Eggs ’n Things、ららぽーと豊洲に出店 お台場に続き東京湾岸でドミナントを強化
EGGS ’N THINGS JAPAN株式会社は、2026年4月28日、「Eggs ’n Things ららぽーと豊洲店」をアーバンドック ららぽーと豊洲にオープンする。店舗は豊洲駅から徒歩圏の大型商業施設内に出店し、海辺の立地を生かしたハワイアンレストランとして展開する。Eggs ’n Thingsは1974年にハワイで誕生し、日本国内ではパンケーキやエッグスベネディクトなどを中心に、朝食からディナーまで利用できるレストランとして店舗網を広げてきた。公式サイトでも、朝食メニューに加えてロコフードやドリンクを提供していることが案内されている。

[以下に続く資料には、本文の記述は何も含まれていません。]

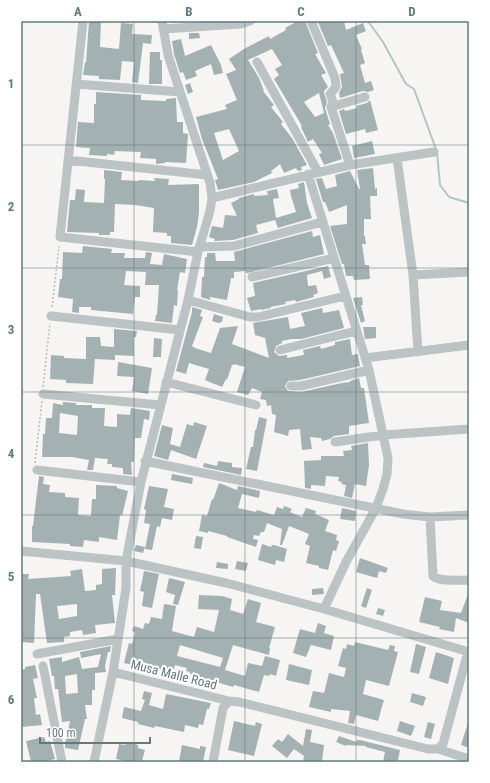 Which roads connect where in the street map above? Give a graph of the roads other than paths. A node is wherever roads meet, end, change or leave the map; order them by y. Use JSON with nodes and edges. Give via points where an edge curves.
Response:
{"nodes":[{"id":1,"x":82,"y":21,"type":"edge"},
{"id":2,"x":250,"y":21,"type":"edge"},
{"id":3,"x":311,"y":21,"type":"edge"},
{"id":4,"x":162,"y":25,"type":"edge"},
{"id":5,"x":257,"y":62,"type":"dead end"},
{"id":6,"x":76,"y":84,"type":"junction"},
{"id":7,"x":180,"y":92,"type":"junction"},
{"id":8,"x":365,"y":97,"type":"dead end"},
{"id":9,"x":331,"y":107,"type":"junction"},
{"id":10,"x":434,"y":152,"type":"dead end"},
{"id":11,"x":397,"y":158,"type":"junction"},
{"id":12,"x":68,"y":160,"type":"junction"},
{"id":13,"x":350,"y":165,"type":"junction"},
{"id":14,"x":313,"y":173,"type":"junction"},
{"id":15,"x":207,"y":175,"type":"junction"},
{"id":16,"x":212,"y":198,"type":"junction"},
{"id":17,"x":322,"y":222,"type":"junction"},
{"id":18,"x":198,"y":249,"type":"junction"},
{"id":19,"x":334,"y":258,"type":"junction"},
{"id":20,"x":469,"y":272,"type":"edge"},
{"id":21,"x":413,"y":275,"type":"junction"},
{"id":22,"x":252,"y":277,"type":"dead end"},
{"id":23,"x":345,"y":296,"type":"junction"},
{"id":24,"x":188,"y":300,"type":"junction"},
{"id":25,"x":51,"y":316,"type":"road end"},
{"id":26,"x":180,"y":330,"type":"junction"},
{"id":27,"x":356,"y":331,"type":"junction"},
{"id":28,"x":469,"y":345,"type":"edge"},
{"id":29,"x":280,"y":350,"type":"dead end"},
{"id":30,"x":418,"y":352,"type":"junction"},
{"id":31,"x":365,"y":358,"type":"junction"},
{"id":32,"x":369,"y":370,"type":"junction"},
{"id":33,"x":166,"y":382,"type":"junction"},
{"id":34,"x":291,"y":386,"type":"dead end"},
{"id":35,"x":42,"y":394,"type":"road end"},
{"id":36,"x":160,"y":405,"type":"junction"},
{"id":37,"x":256,"y":405,"type":"dead end"},
{"id":38,"x":469,"y":429,"type":"edge"},
{"id":39,"x":383,"y":435,"type":"junction"},
{"id":40,"x":335,"y":442,"type":"dead end"},
{"id":41,"x":145,"y":462,"type":"junction"},
{"id":42,"x":38,"y":470,"type":"road end"},
{"id":43,"x":141,"y":482,"type":"junction"},
{"id":44,"x":376,"y":508,"type":"junction"},
{"id":45,"x":469,"y":515,"type":"edge"},
{"id":46,"x":430,"y":517,"type":"junction"},
{"id":47,"x":21,"y":551,"type":"edge"},
{"id":48,"x":126,"y":561,"type":"junction"},
{"id":49,"x":469,"y":580,"type":"edge"},
{"id":50,"x":324,"y":609,"type":"junction"},
{"id":51,"x":118,"y":639,"type":"junction"},
{"id":52,"x":37,"y":654,"type":"dead end"},
{"id":53,"x":469,"y":654,"type":"edge"},
{"id":54,"x":43,"y":666,"type":"dead end"},
{"id":55,"x":113,"y":672,"type":"junction"},
{"id":56,"x":229,"y":701,"type":"junction"},
{"id":57,"x":438,"y":749,"type":"junction"},
{"id":58,"x":469,"y":759,"type":"edge"},
{"id":59,"x":62,"y":762,"type":"edge"},
{"id":60,"x":94,"y":762,"type":"edge"},
{"id":61,"x":212,"y":762,"type":"edge"}],
"edges":[{"from":1,"to":6,"type":"street"},
{"from":2,"to":4,"type":"street","via":[[241,24]]},
{"from":3,"to":9,"type":"street","via":[[335,78],[336,87],[330,94],[333,102]]},
{"from":4,"to":7,"type":"street"},
{"from":5,"to":14,"type":"street"},
{"from":6,"to":7,"type":"street"},
{"from":6,"to":12,"type":"street"},
{"from":7,"to":15,"type":"street"},
{"from":8,"to":9,"type":"street"},
{"from":9,"to":13,"type":"street"},
{"from":10,"to":11,"type":"street"},
{"from":11,"to":13,"type":"street"},
{"from":11,"to":21,"type":"street"},
{"from":12,"to":15,"type":"street"},
{"from":12,"to":18,"type":"street","via":[[60,237]]},
{"from":13,"to":14,"type":"street"},
{"from":14,"to":16,"type":"street"},
{"from":14,"to":17,"type":"street"},
{"from":15,"to":16,"type":"street"},
{"from":16,"to":18,"type":"street"},
{"from":17,"to":18,"type":"street","via":[[234,246]]},
{"from":17,"to":19,"type":"street"},
{"from":18,"to":24,"type":"street"},
{"from":19,"to":22,"type":"street"},
{"from":19,"to":23,"type":"street"},
{"from":20,"to":21,"type":"street"},
{"from":21,"to":30,"type":"street"},
{"from":23,"to":24,"type":"street","via":[[258,317]]},
{"from":23,"to":27,"type":"street"},
{"from":24,"to":26,"type":"street"},
{"from":25,"to":26,"type":"street"},
{"from":26,"to":33,"type":"street"},
{"from":27,"to":29,"type":"street"},
{"from":27,"to":31,"type":"street"},
{"from":28,"to":30,"type":"street"},
{"from":30,"to":31,"type":"street"},
{"from":31,"to":32,"type":"street"},
{"from":32,"to":34,"type":"street","via":[[301,386]]},
{"from":32,"to":39,"type":"street"},
{"from":33,"to":36,"type":"street"},
{"from":33,"to":37,"type":"street"},
{"from":35,"to":36,"type":"street"},
{"from":36,"to":41,"type":"street"},
{"from":38,"to":39,"type":"street"},
{"from":39,"to":40,"type":"street"},
{"from":39,"to":44,"type":"street","via":[[388,458],[387,474]]},
{"from":41,"to":43,"type":"street"},
{"from":41,"to":44,"type":"street"},
{"from":42,"to":43,"type":"street"},
{"from":43,"to":48,"type":"street"},
{"from":44,"to":46,"type":"street"},
{"from":44,"to":50,"type":"street"},
{"from":45,"to":46,"type":"street"},
{"from":46,"to":49,"type":"street","via":[[433,576],[441,580]]},
{"from":47,"to":48,"type":"street"},
{"from":48,"to":50,"type":"street","via":[[226,583]]},
{"from":48,"to":51,"type":"street","via":[[126,588]]},
{"from":50,"to":53,"type":"street"},
{"from":51,"to":52,"type":"street"},
{"from":51,"to":55,"type":"street"},
{"from":53,"to":57,"type":"street","via":[[443,744]]},
{"from":54,"to":59,"type":"street"},
{"from":55,"to":56,"type":"street","name":"Musa Malle Road"},
{"from":55,"to":60,"type":"street"},
{"from":56,"to":57,"type":"street","name":"Musa Malle Road","via":[[428,749]]},
{"from":56,"to":61,"type":"street","via":[[223,708]]},
{"from":57,"to":58,"type":"street","name":"Musa Malle Road"}]}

今回の出店で注目したいのは、豊洲という立地だけではない。Eggs ’n Thingsはすでにアクアシティお台場に「お台場店」を構えており、同店は台場駅徒歩1分、東京テレポート駅徒歩6分の立地で、134席のうち28席をテラス席として運営している。テラス席ではペット連れ利用も可能とされており、東京湾岸の観光・レジャー需要と親和性の高い店舗である。 ららぽーと豊洲店は、このお台場店に続く湾岸エリア内での出店であり、ブランドとして東京湾岸を点ではなく面で押さえる動きと見ることができる。
お台場と豊洲は、同じ湾岸エリアでありながら、来街目的が異なる。お台場は観光、イベント、レジャーの色が濃く、非日常性を求める来街者を取り込みやすい。一方の豊洲は、再開発を経て住宅地として成熟し、ファミリー層の日常利用と休日滞在が重なる街になっている。ららぽーと豊洲は、キッザニア東京、映画館、海辺の景観、飲食機能を備えた滞在型施設であり、買い物だけでなく、家族で長く過ごす場所としての性格を強めてきた。ここにEggs ’n Thingsが入ることで、観光寄りのお台場とは異なる、生活圏に近い湾岸需要を取り込むことになる。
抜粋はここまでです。